Top of LISTED ENTRIES

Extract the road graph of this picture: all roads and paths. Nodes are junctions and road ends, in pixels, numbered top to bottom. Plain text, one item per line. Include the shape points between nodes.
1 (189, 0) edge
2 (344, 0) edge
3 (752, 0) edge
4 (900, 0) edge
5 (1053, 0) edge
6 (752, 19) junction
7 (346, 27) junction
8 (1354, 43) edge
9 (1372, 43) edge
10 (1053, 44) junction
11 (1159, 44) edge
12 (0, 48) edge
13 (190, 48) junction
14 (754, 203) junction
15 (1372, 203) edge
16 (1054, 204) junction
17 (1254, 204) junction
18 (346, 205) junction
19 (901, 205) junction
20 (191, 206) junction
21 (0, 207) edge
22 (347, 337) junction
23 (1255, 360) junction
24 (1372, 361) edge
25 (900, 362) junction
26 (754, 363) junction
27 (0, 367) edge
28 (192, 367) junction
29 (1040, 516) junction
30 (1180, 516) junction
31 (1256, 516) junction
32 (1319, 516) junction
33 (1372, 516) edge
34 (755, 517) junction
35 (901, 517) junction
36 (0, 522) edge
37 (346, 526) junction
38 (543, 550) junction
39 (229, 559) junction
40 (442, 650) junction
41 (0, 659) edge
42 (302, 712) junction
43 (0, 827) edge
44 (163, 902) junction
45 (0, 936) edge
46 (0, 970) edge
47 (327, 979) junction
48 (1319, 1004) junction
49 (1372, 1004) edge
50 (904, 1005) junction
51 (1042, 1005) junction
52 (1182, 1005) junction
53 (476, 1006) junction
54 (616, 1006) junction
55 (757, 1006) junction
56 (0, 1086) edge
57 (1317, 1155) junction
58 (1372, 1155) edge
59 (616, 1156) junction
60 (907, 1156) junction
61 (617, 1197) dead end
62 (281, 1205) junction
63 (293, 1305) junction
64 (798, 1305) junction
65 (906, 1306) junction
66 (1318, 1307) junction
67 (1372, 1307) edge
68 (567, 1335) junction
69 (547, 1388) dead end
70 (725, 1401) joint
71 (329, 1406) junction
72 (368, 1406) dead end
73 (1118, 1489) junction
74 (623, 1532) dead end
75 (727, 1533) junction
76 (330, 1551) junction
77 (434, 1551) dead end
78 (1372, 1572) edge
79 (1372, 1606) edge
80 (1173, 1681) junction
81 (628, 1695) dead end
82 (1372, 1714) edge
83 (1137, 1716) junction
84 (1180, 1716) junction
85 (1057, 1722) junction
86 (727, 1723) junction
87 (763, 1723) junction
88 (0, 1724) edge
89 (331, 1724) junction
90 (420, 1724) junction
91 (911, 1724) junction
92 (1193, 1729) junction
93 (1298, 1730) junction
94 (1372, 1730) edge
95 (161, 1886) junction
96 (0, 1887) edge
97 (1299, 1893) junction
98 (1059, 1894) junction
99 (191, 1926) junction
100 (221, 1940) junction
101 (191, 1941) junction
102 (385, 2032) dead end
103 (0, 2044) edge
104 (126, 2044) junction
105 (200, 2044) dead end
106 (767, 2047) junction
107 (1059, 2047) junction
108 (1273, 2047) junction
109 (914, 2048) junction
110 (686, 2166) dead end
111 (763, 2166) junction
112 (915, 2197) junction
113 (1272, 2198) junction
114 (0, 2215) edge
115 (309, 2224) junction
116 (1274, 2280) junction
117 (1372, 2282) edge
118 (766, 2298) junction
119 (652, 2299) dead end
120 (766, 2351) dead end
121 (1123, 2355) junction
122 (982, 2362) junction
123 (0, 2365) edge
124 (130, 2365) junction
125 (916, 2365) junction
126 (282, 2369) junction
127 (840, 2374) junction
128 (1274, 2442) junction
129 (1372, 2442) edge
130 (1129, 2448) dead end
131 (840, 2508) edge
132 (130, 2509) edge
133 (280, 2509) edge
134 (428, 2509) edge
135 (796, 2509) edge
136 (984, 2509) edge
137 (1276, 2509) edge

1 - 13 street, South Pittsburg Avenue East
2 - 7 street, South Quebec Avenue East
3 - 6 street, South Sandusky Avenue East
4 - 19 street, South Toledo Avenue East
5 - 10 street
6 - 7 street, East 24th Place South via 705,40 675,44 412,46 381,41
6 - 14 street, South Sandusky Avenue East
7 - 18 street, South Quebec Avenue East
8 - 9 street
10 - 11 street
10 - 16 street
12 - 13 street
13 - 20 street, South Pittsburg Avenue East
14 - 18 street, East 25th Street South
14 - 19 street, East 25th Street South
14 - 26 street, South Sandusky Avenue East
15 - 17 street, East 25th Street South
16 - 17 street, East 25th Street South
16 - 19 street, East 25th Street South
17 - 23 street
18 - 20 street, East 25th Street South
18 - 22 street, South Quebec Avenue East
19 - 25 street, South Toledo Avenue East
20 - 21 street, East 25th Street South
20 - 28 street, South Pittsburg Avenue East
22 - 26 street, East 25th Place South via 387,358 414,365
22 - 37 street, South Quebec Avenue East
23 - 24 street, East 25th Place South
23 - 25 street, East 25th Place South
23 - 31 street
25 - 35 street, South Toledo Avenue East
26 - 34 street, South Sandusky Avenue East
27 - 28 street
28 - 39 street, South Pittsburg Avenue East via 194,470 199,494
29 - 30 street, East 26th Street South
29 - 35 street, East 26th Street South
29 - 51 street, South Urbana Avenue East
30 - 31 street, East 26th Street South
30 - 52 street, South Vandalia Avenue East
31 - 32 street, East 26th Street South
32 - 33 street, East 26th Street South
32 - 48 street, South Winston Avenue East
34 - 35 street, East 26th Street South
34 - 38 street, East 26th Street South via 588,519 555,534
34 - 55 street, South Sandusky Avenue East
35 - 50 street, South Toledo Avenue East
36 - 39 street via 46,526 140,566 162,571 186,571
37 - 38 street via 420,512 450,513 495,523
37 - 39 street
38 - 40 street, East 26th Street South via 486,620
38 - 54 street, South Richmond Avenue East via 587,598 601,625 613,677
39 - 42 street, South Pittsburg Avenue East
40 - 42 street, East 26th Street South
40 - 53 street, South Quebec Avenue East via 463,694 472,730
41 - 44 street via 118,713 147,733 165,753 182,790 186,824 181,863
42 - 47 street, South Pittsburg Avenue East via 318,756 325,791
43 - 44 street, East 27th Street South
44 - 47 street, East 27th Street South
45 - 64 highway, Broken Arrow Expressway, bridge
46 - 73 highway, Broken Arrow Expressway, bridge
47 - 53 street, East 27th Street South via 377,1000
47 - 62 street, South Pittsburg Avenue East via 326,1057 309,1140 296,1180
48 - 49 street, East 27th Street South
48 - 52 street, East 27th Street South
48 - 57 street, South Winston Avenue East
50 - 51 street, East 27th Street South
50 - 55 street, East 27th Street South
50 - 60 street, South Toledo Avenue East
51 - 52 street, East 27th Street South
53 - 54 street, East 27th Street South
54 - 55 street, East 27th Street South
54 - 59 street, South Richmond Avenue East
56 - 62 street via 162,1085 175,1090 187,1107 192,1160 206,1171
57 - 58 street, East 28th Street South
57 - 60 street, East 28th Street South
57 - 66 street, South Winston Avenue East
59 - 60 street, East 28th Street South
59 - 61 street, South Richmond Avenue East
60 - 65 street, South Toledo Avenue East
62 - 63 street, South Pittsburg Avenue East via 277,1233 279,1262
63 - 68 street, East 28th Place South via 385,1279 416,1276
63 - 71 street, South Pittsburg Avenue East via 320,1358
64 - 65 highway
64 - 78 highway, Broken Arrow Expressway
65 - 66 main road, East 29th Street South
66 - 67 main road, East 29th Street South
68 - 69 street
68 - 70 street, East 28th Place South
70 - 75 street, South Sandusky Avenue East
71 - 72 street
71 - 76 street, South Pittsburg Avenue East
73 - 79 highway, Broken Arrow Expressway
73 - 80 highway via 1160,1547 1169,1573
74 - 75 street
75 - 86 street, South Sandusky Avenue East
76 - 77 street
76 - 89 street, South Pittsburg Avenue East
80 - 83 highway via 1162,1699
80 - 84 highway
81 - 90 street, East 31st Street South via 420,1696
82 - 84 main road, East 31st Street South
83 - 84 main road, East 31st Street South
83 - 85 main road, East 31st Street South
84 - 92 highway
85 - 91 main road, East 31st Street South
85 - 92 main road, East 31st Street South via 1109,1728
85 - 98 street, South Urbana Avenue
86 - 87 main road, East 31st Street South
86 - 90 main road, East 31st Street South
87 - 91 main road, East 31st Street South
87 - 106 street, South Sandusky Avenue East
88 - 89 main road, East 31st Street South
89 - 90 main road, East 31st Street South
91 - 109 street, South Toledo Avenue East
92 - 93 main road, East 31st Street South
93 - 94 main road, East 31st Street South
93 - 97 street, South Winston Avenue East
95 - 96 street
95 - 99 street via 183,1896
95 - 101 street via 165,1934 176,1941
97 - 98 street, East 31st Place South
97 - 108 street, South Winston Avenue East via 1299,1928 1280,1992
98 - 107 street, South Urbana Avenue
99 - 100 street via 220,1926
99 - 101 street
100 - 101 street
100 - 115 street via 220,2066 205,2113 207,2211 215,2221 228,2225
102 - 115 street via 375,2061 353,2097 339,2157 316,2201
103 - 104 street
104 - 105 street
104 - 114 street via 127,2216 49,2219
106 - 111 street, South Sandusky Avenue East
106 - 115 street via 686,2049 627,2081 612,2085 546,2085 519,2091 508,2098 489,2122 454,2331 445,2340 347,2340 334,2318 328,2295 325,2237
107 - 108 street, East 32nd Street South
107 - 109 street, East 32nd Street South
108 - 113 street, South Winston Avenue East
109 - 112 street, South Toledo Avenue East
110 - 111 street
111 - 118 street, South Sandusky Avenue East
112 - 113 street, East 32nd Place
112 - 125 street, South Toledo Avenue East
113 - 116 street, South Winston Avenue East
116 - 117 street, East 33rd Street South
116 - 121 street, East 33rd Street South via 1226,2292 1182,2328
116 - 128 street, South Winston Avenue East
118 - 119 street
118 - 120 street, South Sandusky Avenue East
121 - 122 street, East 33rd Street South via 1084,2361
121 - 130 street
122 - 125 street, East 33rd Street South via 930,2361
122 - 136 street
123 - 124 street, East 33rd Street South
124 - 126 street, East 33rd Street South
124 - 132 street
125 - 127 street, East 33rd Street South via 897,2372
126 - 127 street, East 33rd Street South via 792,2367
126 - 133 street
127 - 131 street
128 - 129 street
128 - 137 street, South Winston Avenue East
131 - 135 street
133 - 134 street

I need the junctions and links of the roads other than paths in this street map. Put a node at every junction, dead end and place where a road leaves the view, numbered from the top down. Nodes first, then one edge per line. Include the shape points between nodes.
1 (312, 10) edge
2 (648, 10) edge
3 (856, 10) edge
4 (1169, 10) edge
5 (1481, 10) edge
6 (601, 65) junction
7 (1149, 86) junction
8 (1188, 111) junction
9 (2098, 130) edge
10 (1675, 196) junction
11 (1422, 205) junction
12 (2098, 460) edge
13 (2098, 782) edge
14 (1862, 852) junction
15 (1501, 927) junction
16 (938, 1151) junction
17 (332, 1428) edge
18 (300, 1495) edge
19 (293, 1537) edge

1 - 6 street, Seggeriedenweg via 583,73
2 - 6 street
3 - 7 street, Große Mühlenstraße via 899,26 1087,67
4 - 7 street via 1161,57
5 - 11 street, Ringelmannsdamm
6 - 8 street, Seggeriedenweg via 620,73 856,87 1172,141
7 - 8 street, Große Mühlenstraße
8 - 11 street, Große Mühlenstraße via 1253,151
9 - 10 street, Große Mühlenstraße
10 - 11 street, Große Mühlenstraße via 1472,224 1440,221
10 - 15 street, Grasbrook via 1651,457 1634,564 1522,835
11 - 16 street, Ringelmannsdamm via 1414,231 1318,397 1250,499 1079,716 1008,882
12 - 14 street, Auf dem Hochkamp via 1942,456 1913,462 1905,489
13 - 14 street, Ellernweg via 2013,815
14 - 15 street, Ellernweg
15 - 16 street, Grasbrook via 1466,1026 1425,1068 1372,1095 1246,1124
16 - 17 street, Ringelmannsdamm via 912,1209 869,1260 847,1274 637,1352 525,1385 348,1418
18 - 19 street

Bottom of LISTED ENTRIES

Would you please copy each line of the listing that contains the word "roads"?

■ ANSWER SECTION
Extract the road graph of this picture: all roads and paths. Nodes are junctions and road ends, in pixels, numbered top to bottom. Plain text, one item per line. Include the shape points between nodes.
I need the junctions and links of the roads other than paths in this street map. Put a node at every junction, dead end and place where a road leaves the view, numbered from the top down. Nodes first, then one edge per line. Include the shape points between nodes.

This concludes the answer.